Wegen der technischen Beschränkungen und der äusserst begrenzten Computerleistung ist der Entwicklungsaufwand für ein Gameboy-Spiel klein - ganz im Gegensatz zu den Investitionen, die nötig sind, um ein gewöhnliches Computerspiel zu produzieren. Gameboy-Spiele kosten mit Preisen zwischen 40 und 60 Franken aber fast soviel wie Spiele für den PC. Sie lassen sich übrigens nur mit etlichem Aufwand kopieren, darum gibt es mindestens in Westeuropa auch kaum eine nennenswerte Piraterie. Theoretisch könnten auf einer Cartridge leicht mehrere Spiele untergebracht werden. Nintendo lässt jedoch keine solchen Module zu. 

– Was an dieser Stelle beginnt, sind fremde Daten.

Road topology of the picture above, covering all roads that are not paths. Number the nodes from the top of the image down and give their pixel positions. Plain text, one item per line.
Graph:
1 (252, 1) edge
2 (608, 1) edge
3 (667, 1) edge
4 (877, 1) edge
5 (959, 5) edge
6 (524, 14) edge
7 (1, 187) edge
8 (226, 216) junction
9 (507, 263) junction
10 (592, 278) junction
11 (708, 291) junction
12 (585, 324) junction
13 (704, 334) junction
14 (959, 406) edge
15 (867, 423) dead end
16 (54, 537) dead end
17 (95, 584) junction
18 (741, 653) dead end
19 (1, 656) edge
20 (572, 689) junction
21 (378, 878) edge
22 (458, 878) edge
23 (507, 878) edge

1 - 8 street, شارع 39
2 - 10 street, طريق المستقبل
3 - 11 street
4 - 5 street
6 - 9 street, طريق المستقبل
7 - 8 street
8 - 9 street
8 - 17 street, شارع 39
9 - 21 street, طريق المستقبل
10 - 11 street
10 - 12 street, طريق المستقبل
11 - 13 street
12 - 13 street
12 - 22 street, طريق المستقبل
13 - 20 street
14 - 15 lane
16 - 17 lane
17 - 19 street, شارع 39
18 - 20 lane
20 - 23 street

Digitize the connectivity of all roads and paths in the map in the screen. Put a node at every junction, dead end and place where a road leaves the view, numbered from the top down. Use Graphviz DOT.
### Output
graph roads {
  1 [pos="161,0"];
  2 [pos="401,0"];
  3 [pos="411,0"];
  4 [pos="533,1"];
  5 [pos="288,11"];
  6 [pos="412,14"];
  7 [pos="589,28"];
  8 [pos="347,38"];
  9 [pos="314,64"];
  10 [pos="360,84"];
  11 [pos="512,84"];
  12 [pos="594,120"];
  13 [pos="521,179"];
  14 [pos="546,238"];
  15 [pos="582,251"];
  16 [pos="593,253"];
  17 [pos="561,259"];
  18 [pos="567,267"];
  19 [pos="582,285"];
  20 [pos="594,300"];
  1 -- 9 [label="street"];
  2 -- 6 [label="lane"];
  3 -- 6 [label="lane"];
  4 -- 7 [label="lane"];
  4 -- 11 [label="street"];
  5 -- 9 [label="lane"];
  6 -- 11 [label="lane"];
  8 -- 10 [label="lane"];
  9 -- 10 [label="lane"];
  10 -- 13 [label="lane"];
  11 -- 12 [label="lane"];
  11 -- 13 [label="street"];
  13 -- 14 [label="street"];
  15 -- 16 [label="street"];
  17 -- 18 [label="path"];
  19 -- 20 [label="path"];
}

Mit Einfachheit zum Erfolg  
Worin liegt also das Erfolgsgeheimnis des Gameboys? Nintendo baut seinen Erfolg auf eine billige und robuste Technik und versorgte die ständig wachsende Fangemeinde mit einem nicht versiegenden Strom an neuer Software. Weil der Hersteller diesen Markt kontrolliert, fliesst auch fast jeder verdiente Rappen wieder zurück. Nintendo hat mit dem Etablieren eines proprietären Standards eine riskante Strategie umgesetzt, die sich aber in diesem Fall gelohnt zu haben scheint. Oder ganz einfach: Nintendo verfügt über ein De- facto-Monopol und kann damit auch die Preise diktieren. In den USA und Japan haben die Gameboy-Verkäufe dank Pokémon massiv zulegen können. Nintendo-Vertreter Renato Meier rechnet für die Schweiz mit einer ähnlichen Entwicklung und hofft auf eine Umsatzzunahme von 30 Prozent. 

Nintendo scheint für die Zukunft gerüstet zu sein: Gemäss einem Report der Investmentbank ING Barings will Nintendo bereits im nächsten Jahr die Möglichkeit anbieten, Gameboy-Software via Mobiltelefon übertragen zu können. Gleichzeitig arbeitet man an einem tragbaren 32-bit-Gerät, das ebenfalls im kommenden Jahr vorgestellt werden soll. 

* Der Autor arbeitet bei Migros Kulturprozent im Bereich Science & Future.